Entries taken from a collection

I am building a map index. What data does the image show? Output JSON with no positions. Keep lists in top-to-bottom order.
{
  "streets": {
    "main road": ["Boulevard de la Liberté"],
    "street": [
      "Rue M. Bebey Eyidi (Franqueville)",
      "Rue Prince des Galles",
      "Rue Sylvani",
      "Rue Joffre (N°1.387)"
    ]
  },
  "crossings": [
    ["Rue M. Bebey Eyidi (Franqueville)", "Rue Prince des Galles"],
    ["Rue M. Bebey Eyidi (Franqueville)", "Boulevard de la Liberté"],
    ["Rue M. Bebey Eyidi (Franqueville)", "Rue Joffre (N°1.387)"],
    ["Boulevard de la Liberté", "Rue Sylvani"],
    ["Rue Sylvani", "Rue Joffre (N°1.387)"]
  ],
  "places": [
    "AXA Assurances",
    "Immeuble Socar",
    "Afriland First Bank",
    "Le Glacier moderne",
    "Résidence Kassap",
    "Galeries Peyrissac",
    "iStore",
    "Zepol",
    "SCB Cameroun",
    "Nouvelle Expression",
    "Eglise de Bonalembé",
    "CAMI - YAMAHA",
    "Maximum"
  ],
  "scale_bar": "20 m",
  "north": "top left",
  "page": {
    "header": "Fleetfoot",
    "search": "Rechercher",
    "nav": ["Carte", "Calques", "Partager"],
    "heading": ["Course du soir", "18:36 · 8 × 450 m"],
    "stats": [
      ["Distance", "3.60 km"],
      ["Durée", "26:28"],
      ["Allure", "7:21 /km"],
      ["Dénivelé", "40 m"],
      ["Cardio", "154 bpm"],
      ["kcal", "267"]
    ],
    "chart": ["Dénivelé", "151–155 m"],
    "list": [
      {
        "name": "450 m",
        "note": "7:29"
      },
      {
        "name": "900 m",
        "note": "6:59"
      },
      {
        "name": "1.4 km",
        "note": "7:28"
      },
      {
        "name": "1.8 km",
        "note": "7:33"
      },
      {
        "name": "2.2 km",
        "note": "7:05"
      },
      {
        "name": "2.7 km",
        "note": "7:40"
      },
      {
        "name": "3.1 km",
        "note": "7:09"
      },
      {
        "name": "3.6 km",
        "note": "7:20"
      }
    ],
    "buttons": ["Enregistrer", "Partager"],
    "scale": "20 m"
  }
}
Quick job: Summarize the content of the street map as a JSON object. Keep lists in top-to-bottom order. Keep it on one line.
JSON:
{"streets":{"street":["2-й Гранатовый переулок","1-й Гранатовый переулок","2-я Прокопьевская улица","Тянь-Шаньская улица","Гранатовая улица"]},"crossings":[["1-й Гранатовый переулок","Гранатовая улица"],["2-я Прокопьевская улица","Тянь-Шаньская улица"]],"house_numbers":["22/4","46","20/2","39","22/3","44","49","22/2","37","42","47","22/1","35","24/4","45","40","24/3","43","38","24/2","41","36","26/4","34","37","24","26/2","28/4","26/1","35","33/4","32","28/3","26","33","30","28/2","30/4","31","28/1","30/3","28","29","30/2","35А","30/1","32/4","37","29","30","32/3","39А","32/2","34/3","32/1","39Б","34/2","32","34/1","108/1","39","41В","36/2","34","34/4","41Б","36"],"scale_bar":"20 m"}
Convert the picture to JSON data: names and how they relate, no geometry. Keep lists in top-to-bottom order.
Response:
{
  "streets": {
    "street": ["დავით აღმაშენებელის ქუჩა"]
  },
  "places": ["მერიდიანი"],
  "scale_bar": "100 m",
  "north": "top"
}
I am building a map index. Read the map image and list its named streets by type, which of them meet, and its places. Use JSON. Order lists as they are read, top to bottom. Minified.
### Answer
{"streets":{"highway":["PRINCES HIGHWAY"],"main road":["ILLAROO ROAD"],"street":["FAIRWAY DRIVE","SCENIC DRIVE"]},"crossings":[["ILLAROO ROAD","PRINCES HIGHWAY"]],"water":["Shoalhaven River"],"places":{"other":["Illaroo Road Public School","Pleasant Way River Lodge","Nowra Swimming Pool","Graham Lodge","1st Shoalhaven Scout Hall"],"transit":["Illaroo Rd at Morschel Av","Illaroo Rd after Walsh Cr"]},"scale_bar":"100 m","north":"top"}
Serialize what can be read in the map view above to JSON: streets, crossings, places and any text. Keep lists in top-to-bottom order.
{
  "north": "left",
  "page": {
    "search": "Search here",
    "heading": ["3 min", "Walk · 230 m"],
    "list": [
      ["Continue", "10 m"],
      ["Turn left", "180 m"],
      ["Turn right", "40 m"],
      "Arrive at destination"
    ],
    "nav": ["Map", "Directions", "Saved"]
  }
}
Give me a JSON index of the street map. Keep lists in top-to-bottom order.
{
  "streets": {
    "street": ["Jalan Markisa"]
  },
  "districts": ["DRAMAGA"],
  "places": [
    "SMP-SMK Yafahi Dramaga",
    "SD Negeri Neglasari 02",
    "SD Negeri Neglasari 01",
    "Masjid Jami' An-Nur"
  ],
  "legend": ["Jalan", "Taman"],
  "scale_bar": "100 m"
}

• [What the task requires]:
Exactly reproduce the lines that run from the line with "Give me a JSON" through the last line of the records, inclusive.

• [Response to this exercise]:
Give me a JSON index of the street map. Keep lists in top-to-bottom order.
{
  "streets": {
    "street": ["Jalan Markisa"]
  },
  "districts": ["DRAMAGA"],
  "places": [
    "SMP-SMK Yafahi Dramaga",
    "SD Negeri Neglasari 02",
    "SD Negeri Neglasari 01",
    "Masjid Jami' An-Nur"
  ],
  "legend": ["Jalan", "Taman"],
  "scale_bar": "100 m"
}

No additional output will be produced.